*EXERCISE DETAILS*:
Please return every line of the records that contains the word "dead".

*Stored data entries*:
—————

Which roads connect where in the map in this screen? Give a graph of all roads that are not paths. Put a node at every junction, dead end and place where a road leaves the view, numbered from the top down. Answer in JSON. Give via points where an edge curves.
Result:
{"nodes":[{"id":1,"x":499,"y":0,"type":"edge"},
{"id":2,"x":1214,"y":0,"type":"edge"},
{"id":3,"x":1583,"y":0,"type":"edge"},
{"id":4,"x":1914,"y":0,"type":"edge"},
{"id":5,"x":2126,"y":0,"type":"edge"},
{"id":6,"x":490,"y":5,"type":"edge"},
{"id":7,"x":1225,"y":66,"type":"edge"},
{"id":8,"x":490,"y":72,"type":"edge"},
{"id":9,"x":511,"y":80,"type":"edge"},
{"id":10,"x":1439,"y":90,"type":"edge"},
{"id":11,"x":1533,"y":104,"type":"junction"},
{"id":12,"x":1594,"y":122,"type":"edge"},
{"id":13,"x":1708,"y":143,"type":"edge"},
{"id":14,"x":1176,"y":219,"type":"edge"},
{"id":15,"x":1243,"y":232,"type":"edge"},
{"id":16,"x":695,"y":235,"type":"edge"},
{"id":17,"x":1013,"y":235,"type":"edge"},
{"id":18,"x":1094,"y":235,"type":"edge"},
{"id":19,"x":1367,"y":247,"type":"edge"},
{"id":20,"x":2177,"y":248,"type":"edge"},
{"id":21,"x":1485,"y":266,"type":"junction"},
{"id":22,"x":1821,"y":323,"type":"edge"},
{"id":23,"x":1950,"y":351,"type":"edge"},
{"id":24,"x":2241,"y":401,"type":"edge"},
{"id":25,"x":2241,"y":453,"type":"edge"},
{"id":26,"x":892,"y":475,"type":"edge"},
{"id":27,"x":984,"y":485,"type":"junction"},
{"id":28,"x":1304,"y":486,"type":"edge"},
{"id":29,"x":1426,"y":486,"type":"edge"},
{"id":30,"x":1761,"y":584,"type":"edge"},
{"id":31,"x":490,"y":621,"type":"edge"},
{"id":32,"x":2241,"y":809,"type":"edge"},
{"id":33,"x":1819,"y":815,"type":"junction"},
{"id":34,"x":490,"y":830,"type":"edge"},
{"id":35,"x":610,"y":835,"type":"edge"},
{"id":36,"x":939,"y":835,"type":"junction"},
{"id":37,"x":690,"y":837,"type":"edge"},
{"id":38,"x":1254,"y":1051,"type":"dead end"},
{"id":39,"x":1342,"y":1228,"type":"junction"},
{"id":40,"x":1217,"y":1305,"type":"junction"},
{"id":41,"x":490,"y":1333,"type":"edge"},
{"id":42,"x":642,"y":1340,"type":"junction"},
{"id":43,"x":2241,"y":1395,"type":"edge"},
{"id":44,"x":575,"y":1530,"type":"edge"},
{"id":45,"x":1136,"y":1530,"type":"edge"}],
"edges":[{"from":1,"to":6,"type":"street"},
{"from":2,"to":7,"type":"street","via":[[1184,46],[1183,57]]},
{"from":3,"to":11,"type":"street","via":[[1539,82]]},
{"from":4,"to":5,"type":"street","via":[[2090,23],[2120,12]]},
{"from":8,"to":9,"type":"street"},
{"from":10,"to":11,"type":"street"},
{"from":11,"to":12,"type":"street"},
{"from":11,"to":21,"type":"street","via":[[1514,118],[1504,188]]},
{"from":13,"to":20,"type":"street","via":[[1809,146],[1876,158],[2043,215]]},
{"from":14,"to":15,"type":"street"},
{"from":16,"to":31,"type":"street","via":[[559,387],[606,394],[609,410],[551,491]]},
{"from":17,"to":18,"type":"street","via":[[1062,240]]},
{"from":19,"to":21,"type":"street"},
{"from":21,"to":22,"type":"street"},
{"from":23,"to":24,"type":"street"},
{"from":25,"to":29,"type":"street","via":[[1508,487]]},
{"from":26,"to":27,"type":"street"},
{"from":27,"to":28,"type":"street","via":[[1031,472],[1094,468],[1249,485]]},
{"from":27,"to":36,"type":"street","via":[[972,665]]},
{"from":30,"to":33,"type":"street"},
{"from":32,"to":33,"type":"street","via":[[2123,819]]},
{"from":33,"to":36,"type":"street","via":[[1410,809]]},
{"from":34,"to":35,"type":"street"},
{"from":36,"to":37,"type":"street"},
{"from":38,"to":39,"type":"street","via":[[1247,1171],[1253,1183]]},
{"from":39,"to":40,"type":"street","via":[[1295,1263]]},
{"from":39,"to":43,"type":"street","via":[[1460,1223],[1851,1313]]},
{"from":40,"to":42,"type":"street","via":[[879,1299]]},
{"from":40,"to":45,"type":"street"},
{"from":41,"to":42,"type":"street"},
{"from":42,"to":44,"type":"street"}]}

—————

*EXERCISE RESPONSE*:
Which roads connect where in the map in this screen? Give a graph of all roads that are not paths. Put a node at every junction, dead end and place where a road leaves the view, numbered from the top down. Answer in JSON. Give via points where an edge curves.
{"id":38,"x":1254,"y":1051,"type":"dead end"},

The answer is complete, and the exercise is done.